#### Stored data entries
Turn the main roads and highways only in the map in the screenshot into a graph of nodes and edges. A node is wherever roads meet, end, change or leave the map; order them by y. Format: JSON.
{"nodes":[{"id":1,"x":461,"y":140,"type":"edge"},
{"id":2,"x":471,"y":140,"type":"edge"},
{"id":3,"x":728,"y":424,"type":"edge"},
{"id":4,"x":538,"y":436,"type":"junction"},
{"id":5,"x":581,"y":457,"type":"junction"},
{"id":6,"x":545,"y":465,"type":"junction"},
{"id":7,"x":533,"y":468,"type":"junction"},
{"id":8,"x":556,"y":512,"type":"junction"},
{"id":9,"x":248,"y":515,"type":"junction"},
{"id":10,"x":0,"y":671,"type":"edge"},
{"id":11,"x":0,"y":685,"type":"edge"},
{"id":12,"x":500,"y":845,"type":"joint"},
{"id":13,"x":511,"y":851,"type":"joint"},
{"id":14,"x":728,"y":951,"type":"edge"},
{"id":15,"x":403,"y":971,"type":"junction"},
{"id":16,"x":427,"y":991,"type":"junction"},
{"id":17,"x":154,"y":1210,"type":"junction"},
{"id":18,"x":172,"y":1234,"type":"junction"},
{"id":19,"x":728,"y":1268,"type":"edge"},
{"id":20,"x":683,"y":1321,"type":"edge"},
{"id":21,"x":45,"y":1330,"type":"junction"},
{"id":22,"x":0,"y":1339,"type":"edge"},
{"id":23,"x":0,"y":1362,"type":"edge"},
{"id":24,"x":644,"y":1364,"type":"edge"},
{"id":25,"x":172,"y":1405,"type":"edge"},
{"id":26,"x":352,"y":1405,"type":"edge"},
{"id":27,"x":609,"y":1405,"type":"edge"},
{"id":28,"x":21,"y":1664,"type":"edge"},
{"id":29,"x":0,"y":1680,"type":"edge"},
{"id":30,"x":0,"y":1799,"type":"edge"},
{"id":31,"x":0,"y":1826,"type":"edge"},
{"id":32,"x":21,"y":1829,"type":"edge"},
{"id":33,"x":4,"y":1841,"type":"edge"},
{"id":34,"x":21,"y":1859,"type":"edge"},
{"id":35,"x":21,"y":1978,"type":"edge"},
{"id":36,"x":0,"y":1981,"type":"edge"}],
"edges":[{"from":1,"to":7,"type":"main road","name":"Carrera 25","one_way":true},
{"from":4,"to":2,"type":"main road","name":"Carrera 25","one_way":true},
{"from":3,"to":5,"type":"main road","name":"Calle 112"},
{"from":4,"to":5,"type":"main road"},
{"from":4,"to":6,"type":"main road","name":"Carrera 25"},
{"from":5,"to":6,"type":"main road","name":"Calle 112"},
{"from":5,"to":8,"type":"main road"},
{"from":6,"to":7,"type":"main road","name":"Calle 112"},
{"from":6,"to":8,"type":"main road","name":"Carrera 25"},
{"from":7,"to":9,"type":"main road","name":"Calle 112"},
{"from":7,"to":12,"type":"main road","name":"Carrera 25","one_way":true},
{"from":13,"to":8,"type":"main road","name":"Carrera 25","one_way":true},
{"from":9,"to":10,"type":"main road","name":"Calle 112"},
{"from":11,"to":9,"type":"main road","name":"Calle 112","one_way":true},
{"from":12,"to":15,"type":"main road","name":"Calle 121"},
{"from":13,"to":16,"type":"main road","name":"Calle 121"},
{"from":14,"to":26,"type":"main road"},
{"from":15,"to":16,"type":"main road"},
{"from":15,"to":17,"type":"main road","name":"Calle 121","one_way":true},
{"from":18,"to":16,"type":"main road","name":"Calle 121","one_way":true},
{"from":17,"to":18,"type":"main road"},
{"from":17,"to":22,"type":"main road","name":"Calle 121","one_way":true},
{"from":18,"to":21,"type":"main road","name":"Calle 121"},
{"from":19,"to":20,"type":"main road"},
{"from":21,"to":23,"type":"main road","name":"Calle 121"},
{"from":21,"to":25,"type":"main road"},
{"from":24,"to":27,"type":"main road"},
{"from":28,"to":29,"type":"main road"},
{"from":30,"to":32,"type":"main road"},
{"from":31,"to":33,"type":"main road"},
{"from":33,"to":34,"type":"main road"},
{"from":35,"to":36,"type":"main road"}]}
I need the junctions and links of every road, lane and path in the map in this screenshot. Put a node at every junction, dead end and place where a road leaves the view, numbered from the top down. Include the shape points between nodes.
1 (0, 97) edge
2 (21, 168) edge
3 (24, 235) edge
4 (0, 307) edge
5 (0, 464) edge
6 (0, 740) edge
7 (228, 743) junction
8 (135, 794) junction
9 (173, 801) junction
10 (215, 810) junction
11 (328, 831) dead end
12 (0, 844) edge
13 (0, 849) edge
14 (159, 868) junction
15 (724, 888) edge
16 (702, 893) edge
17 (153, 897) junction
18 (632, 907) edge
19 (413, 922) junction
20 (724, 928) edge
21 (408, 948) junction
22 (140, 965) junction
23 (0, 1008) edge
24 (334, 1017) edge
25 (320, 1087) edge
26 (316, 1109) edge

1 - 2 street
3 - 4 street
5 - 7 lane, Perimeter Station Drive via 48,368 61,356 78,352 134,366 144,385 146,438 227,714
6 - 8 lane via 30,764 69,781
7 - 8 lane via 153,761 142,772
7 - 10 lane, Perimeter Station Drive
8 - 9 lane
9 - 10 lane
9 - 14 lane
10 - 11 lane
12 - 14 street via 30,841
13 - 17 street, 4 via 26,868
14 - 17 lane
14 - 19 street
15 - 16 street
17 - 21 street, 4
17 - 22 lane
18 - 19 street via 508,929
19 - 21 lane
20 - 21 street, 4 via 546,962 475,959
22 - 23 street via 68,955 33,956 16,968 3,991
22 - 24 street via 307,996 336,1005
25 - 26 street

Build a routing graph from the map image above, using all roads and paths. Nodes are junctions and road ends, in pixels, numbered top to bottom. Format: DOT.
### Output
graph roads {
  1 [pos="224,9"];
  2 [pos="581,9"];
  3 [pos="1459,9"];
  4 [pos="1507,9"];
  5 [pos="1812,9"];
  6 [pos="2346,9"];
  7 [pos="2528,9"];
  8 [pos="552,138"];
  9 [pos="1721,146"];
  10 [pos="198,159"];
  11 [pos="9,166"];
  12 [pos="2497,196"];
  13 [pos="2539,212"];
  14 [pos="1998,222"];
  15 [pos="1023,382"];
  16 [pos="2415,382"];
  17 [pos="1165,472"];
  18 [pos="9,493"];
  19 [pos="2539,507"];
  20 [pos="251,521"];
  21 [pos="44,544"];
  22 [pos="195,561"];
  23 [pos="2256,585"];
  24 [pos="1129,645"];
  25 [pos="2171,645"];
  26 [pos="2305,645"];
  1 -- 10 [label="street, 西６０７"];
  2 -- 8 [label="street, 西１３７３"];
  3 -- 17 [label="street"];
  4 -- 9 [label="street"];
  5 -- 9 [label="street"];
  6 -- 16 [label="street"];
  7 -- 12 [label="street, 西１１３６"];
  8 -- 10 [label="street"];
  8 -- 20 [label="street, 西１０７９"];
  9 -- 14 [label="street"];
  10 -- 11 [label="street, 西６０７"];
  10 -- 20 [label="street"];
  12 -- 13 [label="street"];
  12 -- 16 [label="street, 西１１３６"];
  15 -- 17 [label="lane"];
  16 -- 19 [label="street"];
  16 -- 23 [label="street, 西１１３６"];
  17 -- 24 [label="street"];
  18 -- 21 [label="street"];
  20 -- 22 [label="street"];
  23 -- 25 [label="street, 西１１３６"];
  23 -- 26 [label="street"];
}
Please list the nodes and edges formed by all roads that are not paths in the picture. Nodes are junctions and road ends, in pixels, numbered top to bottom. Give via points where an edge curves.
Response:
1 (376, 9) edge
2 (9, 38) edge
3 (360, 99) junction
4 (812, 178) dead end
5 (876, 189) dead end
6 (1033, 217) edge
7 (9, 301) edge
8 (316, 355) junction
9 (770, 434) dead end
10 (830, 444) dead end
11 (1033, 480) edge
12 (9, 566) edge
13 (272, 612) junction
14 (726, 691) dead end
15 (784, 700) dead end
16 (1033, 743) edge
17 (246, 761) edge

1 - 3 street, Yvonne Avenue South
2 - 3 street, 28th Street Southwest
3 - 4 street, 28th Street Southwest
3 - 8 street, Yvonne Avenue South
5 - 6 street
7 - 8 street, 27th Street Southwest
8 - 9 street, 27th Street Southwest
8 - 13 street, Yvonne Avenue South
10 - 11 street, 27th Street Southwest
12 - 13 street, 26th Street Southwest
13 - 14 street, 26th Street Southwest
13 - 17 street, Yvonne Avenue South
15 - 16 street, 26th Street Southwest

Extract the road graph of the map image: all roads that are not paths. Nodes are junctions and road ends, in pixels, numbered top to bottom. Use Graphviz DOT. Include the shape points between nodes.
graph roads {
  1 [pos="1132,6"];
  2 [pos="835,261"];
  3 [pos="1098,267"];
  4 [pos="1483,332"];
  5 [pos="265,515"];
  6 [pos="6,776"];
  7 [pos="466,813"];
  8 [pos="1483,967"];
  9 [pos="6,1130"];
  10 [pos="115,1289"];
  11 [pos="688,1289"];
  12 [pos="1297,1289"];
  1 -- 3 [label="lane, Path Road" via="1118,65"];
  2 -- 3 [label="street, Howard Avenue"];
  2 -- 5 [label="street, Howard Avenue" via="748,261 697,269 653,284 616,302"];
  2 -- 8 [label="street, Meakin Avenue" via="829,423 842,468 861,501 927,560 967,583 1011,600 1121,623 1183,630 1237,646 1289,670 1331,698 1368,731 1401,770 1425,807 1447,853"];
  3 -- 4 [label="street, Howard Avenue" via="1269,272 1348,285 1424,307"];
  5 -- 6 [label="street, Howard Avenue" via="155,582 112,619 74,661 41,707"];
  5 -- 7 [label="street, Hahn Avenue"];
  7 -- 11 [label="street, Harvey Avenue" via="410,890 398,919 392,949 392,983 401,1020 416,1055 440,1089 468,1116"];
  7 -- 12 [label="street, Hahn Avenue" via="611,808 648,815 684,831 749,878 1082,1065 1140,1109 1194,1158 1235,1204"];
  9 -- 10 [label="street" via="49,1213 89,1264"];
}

#### Goal of the exercise
For each line above that includes the word "Perimeter", make a copy of that line.

#### Your response
5 - 7 lane, Perimeter Station Drive via 48,368 61,356 78,352 134,366 144,385 146,438 227,714
7 - 10 lane, Perimeter Station Drive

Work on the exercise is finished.